__Items from a dataset__.
┌──

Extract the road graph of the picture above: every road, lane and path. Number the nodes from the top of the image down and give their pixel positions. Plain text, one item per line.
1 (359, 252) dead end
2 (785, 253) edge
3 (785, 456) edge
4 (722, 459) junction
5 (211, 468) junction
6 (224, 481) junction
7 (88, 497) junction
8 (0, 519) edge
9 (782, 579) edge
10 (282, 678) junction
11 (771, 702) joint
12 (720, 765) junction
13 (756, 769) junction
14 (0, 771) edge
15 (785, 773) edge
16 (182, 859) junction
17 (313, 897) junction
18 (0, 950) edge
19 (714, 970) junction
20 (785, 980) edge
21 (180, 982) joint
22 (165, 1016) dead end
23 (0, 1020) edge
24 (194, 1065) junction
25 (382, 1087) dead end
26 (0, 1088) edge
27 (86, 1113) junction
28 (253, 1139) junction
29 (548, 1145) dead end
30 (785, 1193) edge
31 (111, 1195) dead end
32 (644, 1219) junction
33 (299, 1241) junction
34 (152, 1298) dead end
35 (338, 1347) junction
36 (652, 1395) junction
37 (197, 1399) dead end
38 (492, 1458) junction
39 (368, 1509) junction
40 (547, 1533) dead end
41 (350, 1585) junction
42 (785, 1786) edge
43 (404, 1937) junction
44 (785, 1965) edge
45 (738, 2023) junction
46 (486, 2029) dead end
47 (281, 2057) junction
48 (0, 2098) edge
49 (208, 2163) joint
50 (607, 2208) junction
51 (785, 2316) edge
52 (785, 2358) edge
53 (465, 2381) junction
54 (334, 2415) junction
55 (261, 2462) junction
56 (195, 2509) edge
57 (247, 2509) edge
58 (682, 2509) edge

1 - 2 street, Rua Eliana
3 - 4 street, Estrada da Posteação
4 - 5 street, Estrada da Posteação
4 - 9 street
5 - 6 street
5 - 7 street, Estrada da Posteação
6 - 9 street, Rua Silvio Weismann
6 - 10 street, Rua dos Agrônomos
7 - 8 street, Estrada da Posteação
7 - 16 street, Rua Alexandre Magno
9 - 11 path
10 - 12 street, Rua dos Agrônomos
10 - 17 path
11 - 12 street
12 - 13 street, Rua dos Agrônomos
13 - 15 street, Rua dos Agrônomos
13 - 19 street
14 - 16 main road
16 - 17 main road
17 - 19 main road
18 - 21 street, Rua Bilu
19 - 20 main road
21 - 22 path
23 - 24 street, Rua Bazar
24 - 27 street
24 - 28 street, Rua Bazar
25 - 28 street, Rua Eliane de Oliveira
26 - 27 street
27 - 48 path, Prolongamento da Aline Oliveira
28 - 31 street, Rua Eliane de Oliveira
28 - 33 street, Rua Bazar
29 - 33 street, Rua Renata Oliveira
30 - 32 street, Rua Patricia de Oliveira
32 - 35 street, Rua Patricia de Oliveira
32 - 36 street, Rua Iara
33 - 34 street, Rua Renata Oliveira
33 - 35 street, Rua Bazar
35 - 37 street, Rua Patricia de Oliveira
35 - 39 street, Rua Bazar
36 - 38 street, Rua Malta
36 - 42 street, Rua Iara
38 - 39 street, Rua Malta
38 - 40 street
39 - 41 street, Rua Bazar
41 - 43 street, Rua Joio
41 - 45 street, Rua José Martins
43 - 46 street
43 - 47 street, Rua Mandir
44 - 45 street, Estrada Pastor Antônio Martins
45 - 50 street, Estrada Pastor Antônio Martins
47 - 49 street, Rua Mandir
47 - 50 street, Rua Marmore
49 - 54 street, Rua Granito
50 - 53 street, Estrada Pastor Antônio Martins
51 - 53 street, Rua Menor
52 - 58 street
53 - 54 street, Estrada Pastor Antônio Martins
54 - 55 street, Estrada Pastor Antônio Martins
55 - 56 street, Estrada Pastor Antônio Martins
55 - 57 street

└──

__Your assignment__.
Scan the records for the string "Antônio" and report each line where it occurs.

__Task solution__.
44 - 45 street, Estrada Pastor Antônio Martins
45 - 50 street, Estrada Pastor Antônio Martins
50 - 53 street, Estrada Pastor Antônio Martins
53 - 54 street, Estrada Pastor Antônio Martins
54 - 55 street, Estrada Pastor Antônio Martins
55 - 56 street, Estrada Pastor Antônio Martins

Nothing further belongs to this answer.